【海外試乗】MHEVやPHEVなど多彩なパワートレインをラインナップ。VWのベストセラーSUVが3代目へと劇的進化!「フォルクスワーゲン・ティグアン」

フォルクスワーゲンのベストセラーSUV、ティグアンがフルモデルチェンジ、3代目へと進化した。IDシリーズを積極的に進めているVWだが、今回のティグアンではBEVではないパワートレインを採用しているのに注目だ。

BEVへも邁進しつつ電動化モデルも進化

まさかティグアンがフルモデルチェンジされるとは思わなかった。
フォルクスワーゲンの電動化戦略によると、「2033年から2035年の間にヨーロッパ市場向けの最後の内燃車を生産」することになっている。回りくどい言い方だが、つまりはそう遠くない将来にエンジン車の生産を止めるということ。事実、ゴルフ8を発表して以降は新型車を導入するペースが鈍っていて、その間隙を縫ってBEVのIDシリーズを投入しているように感じられる。

DCCプロもしくはDCCプロ・スポーツと呼ばれる新しい電子制御ダンパーを装備することで、ハンドリングと乗り心地のバランスが一段と向上した。

そんなわけで、私は「エンジンを積んだ新しいフォルクスワーゲンにはもう乗れないのか……」と半ば諦めていたのだが、そこに舞い込んできたのがフルモデルチェンジ版ティグアンの国際試乗会が開かれるという情報。大きな期待を抱いて南フランスに飛んだ。
新型ティグアンの最大の特徴はMQBの改良版であるMQBevoというプラットフォームを採用した点にある。これによりインフォテイメントを刷新できたほか、新しい電子制御ダンパーの装着が可能になった。パワートレイン系では1.5Lガソリンエンジンがマイルドハイブリッド化された点が注目される。

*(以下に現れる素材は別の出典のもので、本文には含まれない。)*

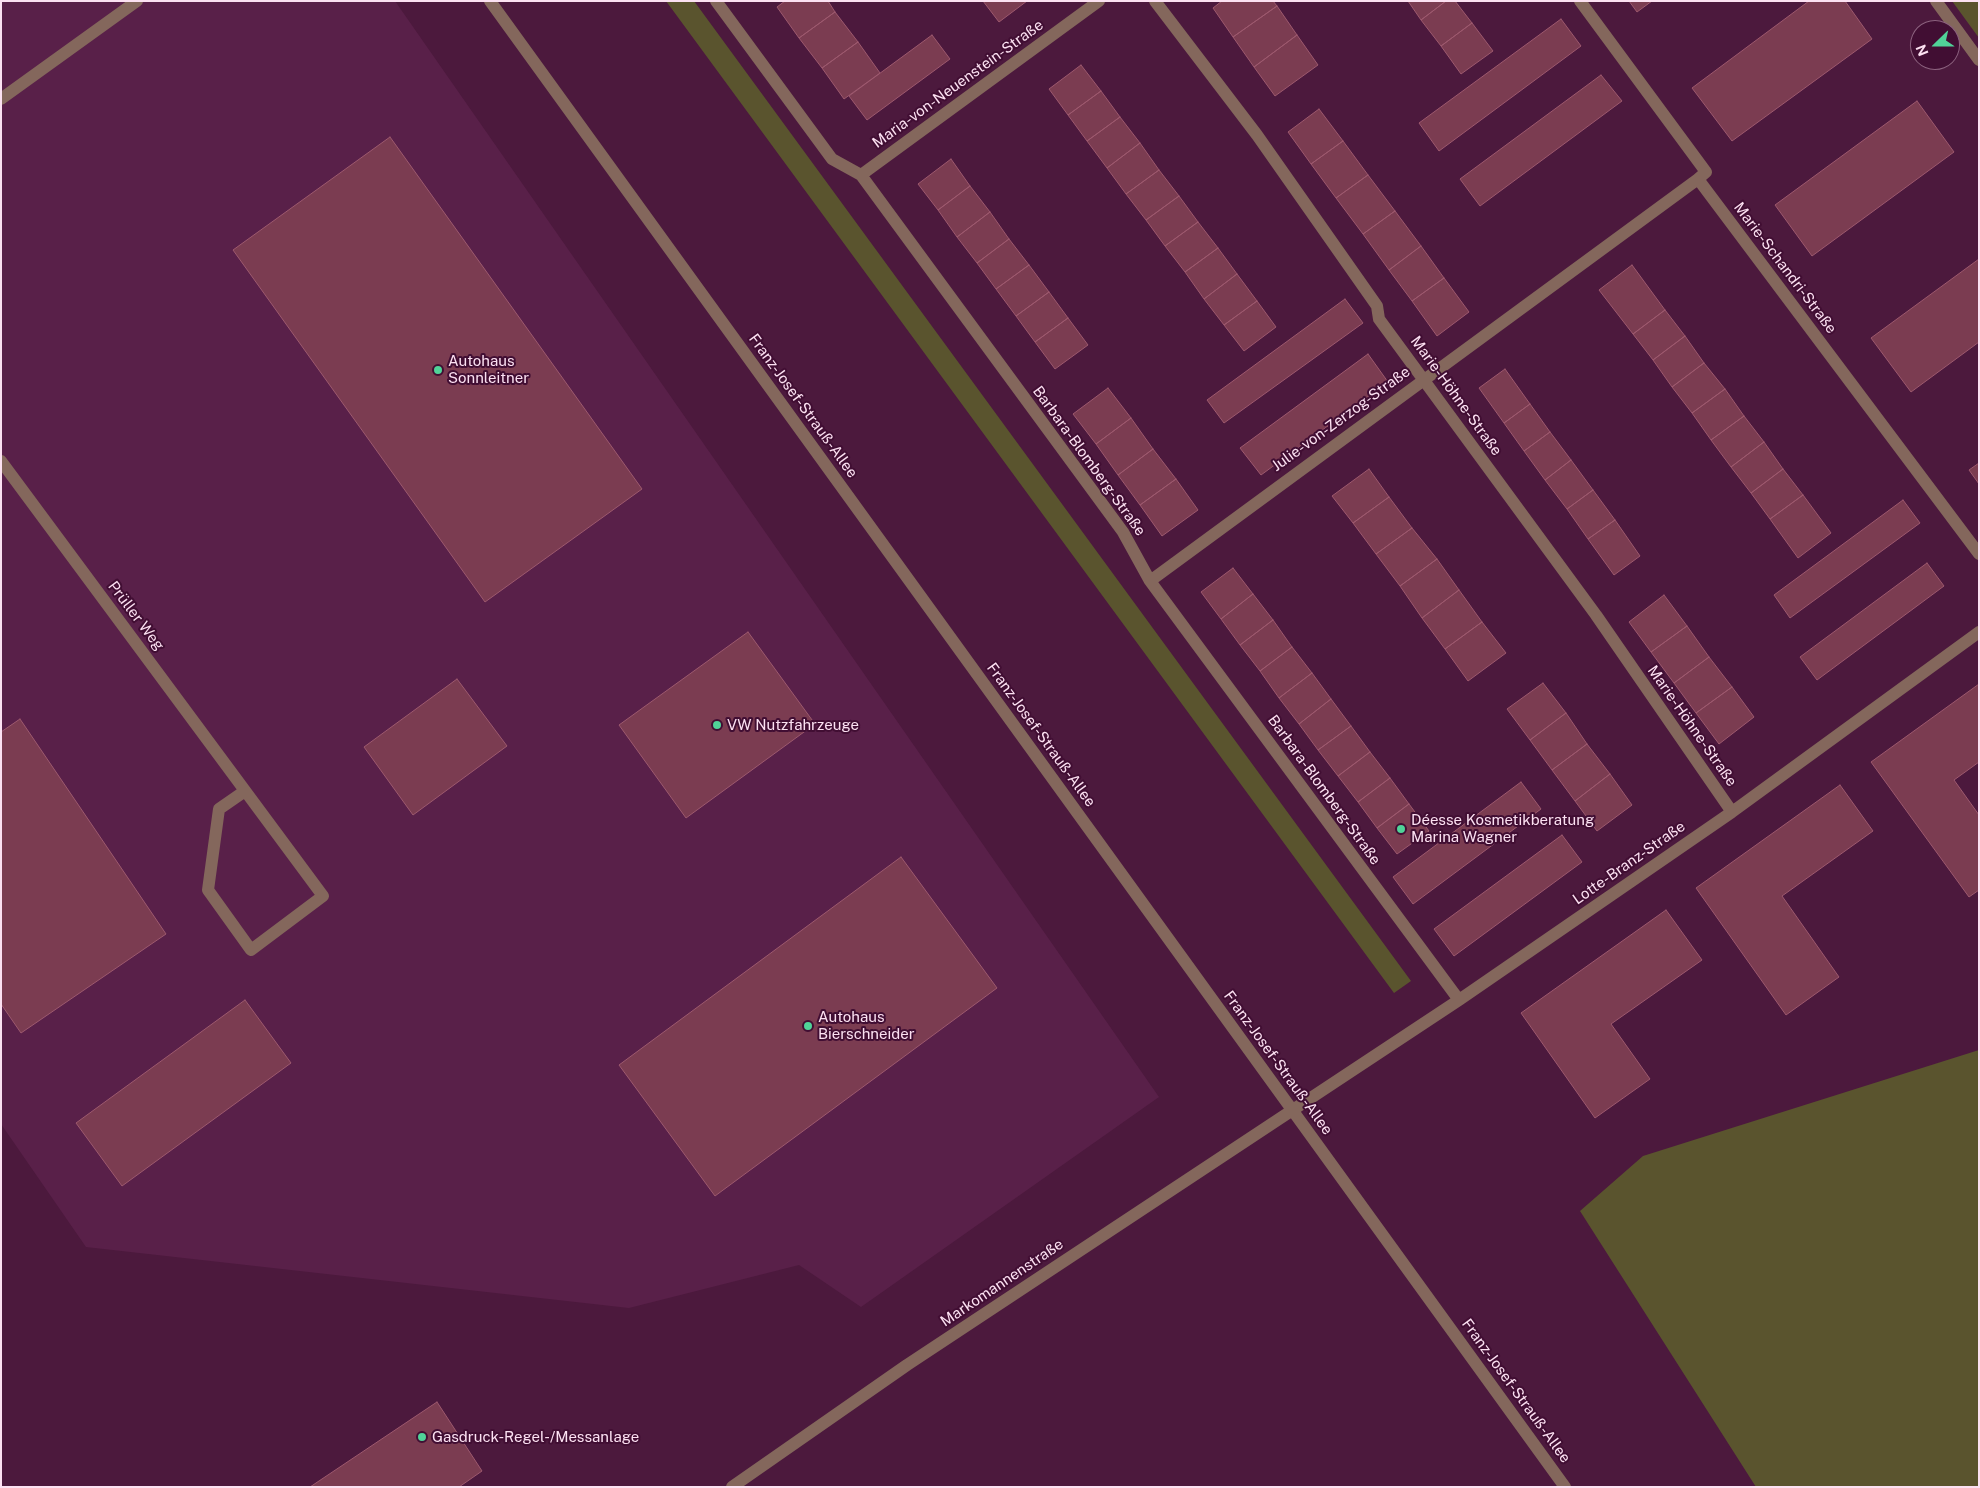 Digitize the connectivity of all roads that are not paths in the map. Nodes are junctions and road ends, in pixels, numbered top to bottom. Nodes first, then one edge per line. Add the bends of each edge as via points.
1 (137, 1) edge
2 (490, 1) edge
3 (716, 1) edge
4 (1099, 1) edge
5 (1155, 1) edge
6 (1580, 1) edge
7 (1936, 1) edge
8 (1979, 60) edge
9 (1, 99) edge
10 (861, 175) junction
11 (1698, 179) junction
12 (1423, 379) junction
13 (1, 462) edge
14 (1979, 554) edge
15 (1150, 581) junction
16 (1979, 632) edge
17 (245, 790) junction
18 (1732, 812) junction
19 (1459, 1000) junction
20 (1291, 1110) junction
21 (732, 1487) edge
22 (1565, 1487) edge

1 - 9 street
2 - 20 street, Franz-Josef-Strauß-Allee
3 - 10 street, Barbara-Blomberg-Straße via 832,159
4 - 10 street, Maria-von-Neuenstein-Straße
5 - 12 street, Marie-Höhne-Straße via 1257,135 1378,306 1379,319
6 - 11 street via 1706,172
7 - 8 street
10 - 15 street, Barbara-Blomberg-Straße via 1124,532
11 - 12 street, Julie-von-Zerzog-Straße
11 - 14 street, Marie-Schandri-Straße
12 - 15 street, Julie-von-Zerzog-Straße
12 - 18 street, Marie-Höhne-Straße via 1596,615
13 - 17 street, Prüller Weg
15 - 19 street, Barbara-Blomberg-Straße
16 - 18 street, Lotte-Branz-Straße
17 - 17 street, Prüller Weg via 219,809 208,890 251,950 323,896
18 - 19 street, Lotte-Branz-Straße
19 - 20 street, Lotte-Branz-Straße
20 - 21 street, Markomannenstraße via 907,1365
20 - 22 street, Franz-Josef-Strauß-Allee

リアフェンダーの張り出しが明確になって力強さが増した新型ティグアン。凝ったデザインのテールライトを採用し、プレミアムカーと遜色のないクオリティ感を実現した。

外観は、電動化時代を見据えた最新のデザイントレンドを盛り込んだものだが、それとともに上質感の改善が著しい。これだったら、隣にアウディがきても肩身が狭い思いをしなくて済みそうだ。クオリティ感が向上したのはインテリアも同様だが、ここで特に印象的なのがダッシュボード上に設けられた大型タッチスクリーンで、最大15インチを装備できるほか、操作ロジックもゴルフ8の世代から完全に見直されている。さらにナビゲーションシステムも大幅にパワーアップされたようだが、これについては日本仕様で改めて試してみたいところだ。

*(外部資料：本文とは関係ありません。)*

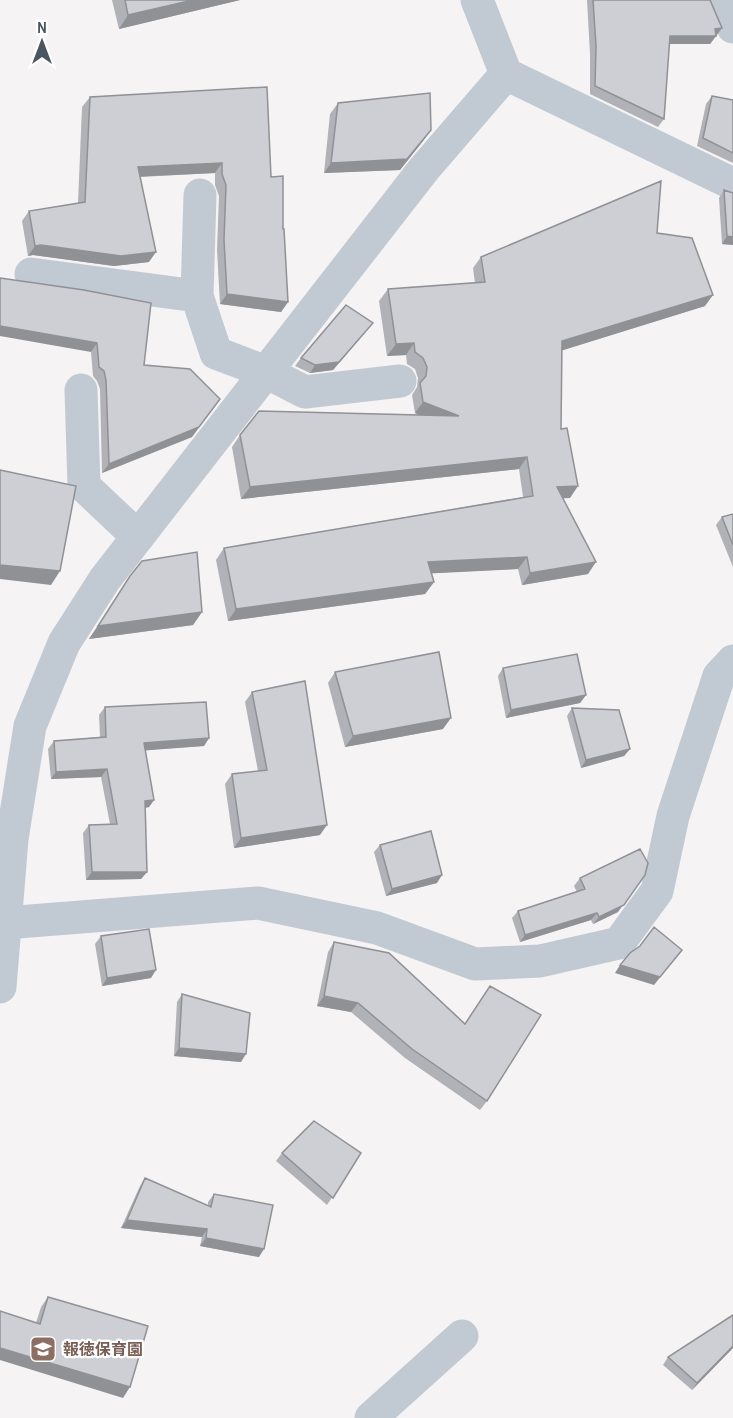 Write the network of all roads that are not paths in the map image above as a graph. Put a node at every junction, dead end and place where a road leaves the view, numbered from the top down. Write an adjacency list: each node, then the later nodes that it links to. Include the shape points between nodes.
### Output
1 (477, 0): 4 (street)
2 (722, 0): 3 (street)
3 (733, 27)
4 (506, 74): 5 (street); 9 (street, via 424,168)
5 (733, 184)
6 (200, 195): 8 (street)
7 (31, 274): 8 (street)
8 (197, 296): 9 (street, via 216,353)
9 (266, 372): 10 (street, via 305,392); 12 (street)
10 (400, 381)
11 (81, 390): 12 (street, via 84,486)
12 (138, 537): 14 (street, via 105,579 64,643 30,726 12,839)
13 (733, 661): 14 (street, via 719,676 673,816 657,891 619,943 540,961 475,964 377,928 258,903)
14 (5, 923): 15 (street)
15 (0, 987)
16 (462, 1336): 17 (street)
17 (372, 1418)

ダッシュボード上部には15インチ大型タッチスクリーンを装備。操作系ロジックも見直されて格段に扱いやすくなった。ヘッドクリアランスは前席で9㎜、後席で10㎜拡大(従来型比)。前席にはグレードによりマッサージ機能も用意される。センターコンソール上の大型ダイヤルは音量調整、ドライビングモード切り替え、アンビエントモード切り替えの3役を兼ねる。

私にはフォルクスワーゲンの乗り味について明確なイメージがある。それはタイヤのアタリはソフトで快適だけれども、ドッシリと落ち着いた乗り心地が味わえるとともに、ボディや足回りが強靱で不快な微振動が皆無だというもの。ステアリングレスポンスはどちらかといえば鈍いが、これがまた安心感に結びついていたというのが私の“VW像”だった。
そうした路線に変化が見え始めたのがゴルフ8で、ハンドリングが軽快な方向に改められるとともに、乗り心地のドッシリ感が薄まり、かつてに比べるとボディや足回りの強靱さにも翳りが見え始めていた。この傾向は、大まかにいえばIDシリーズも同様で、やや落ち着きに欠ける乗り心地や、かすかに頼りなさが認められるボディの剛性感などを残念に思っていたというのが正直なところだ。

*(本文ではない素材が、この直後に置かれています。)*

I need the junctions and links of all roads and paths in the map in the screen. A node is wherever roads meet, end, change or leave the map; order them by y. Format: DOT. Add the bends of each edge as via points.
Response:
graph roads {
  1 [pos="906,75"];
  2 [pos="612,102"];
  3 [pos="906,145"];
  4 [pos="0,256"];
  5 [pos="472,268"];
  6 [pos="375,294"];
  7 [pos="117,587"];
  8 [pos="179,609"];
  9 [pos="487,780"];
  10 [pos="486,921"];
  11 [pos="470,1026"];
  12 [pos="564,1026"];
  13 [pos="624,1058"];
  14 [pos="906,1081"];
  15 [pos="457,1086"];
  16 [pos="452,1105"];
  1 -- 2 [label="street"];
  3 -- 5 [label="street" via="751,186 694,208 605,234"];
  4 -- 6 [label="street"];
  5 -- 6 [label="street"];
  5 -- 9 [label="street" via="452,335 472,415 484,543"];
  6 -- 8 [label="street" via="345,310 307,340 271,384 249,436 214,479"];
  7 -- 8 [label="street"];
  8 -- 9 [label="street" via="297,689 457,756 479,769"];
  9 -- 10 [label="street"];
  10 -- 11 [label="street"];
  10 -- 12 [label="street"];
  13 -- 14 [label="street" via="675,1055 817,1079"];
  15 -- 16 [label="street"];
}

高精細な「I.Q.ライト」HDマトリックスヘッドライトを採用したほか、グリル上部にLEDライトストリップを添えたグレードも用意。

新型ティグアンも、ハンドリングが軽快でレスポンスのいい走りが楽しめるという点ではゴルフ8やIDシリーズとよく似ていたが、走りの質感は大幅に磨かれていた。とりわけ、コーナリング中の姿勢変化が少ないわりに路面からの振動を効率的に吸収してくれるサスペンションのセッティングには新鮮な感動を覚えたほど。これには、伸び側と縮み側の減衰率を個別に電子制御できる新しいダンパーが確実に貢献しているはずだ。

テールライトも立体的なデザインのLEDタイプとされた。

今回は2.0TDIエンジン搭載のRラインと、マイルドハイブリッドを採用した1.5eTSIエンジン搭載のエレガンスを中心に試乗したが、RラインはTDIらしい力強い走りが楽しめたいっぽうで、eTSIは静かでスムーズな点が印象に残った。

試乗車のRラインは19インチ・ホイールが標準で、オプションで255/40R20サイズの20インチも選べる。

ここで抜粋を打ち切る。